## Notebook 01: Data Preprocessing

This notebook uses the `load_and_preprocess_data` function from `src.preprocessing` to load raw data, apply cleaning and filtering, and save the processed output.

**Target Data:** Semantic Scholar data (combining 'title' and 'abstract').

In [1]:
# ## 1. Imports and Setup

import os
import sys
import pandas as pd
import logging

# --- Add src directory to Python path ---
# This allows importing modules from src. Adjust path if notebook is moved.
module_path = os.path.abspath(os.path.join('..')) 
if module_path not in sys.path:
    sys.path.append(module_path)
    print(f"Added {module_path} to sys.path")
else:
    print(f"{module_path} already in sys.path")

# --- Import the preprocessing function ---
try:
    from src.preprocessing import load_and_preprocess_data 
    print("Successfully imported 'load_and_preprocess_data' from src.preprocessing")
except ImportError as e:
    print(f"Error importing functions: {e}")
    print("Ensure the 'src' directory is in the Python path and preprocessing.py exists.")
except Exception as e:
    print(f"An unexpected error occurred during import: {e}")

# --- Configure Logging ---
# Basic logging setup for notebook visibility
# Use force=True to allow reconfiguring logging in Jupyter environment
logging.basicConfig(level=logging.INFO, format='%(asctime)s - %(levelname)s - %(message)s', force=True)

Added g:\BERTopic_Modeling to sys.path
Successfully imported 'load_and_preprocess_data' from src.preprocessing


In [7]:
# ## 2. Load Configuration from YAML file

from src.utils import load_config

# --- Define paths ---
project_root_dir = os.path.abspath(os.path.join('..'))
config_path = os.path.join(project_root_dir, 'configs', 'reddit_config.yaml')

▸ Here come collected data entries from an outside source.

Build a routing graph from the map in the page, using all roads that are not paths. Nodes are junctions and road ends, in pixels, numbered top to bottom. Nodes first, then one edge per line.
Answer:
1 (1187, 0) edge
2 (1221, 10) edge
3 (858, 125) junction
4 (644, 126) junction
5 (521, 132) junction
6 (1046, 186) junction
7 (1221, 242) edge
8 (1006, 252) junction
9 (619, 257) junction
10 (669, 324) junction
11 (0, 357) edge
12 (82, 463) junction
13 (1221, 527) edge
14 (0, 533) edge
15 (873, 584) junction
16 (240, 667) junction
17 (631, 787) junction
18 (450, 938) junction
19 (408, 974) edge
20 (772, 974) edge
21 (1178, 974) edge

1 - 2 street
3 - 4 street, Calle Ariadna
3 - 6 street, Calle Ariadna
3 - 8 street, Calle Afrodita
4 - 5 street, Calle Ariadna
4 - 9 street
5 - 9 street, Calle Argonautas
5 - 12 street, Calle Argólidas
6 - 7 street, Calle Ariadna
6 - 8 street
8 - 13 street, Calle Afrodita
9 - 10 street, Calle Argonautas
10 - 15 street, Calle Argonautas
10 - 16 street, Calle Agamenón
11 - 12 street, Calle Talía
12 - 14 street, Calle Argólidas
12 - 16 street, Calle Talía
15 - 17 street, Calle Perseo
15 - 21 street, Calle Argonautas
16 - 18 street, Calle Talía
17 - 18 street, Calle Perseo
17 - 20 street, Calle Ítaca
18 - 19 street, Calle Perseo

# --- Load configuration ---
try:
    config = load_config(config_path)
    logging.info(f"Successfully loaded configuration from {config_path}")
except FileNotFoundError as e:
    logging.error(e)
    config = None
except Exception as e:
    logging.error(f"An unexpected error occurred: {e}")
    config = None

if config:
    # --- Resolve relative paths to absolute paths ---
    # This makes the script runnable from any directory
    config['paths']['raw_data_file'] = os.path.join(project_root_dir, config['paths']['raw_data_file'])
    config['paths']['processed_data_output_file'] = os.path.join(project_root_dir, config['paths']['processed_data_output_file'])
    config['paths']['dropped_rows_output_file'] = os.path.join(project_root_dir, config['paths']['dropped_rows_output_file'])

    logging.info(f"Raw data file path: {config['paths']['raw_data_file']}")
    logging.info(f"Processed data output file path: {config['paths']['processed_data_output_file']}")
    logging.info(f"Dropped rows output file path: {config['paths']['dropped_rows_output_file']}")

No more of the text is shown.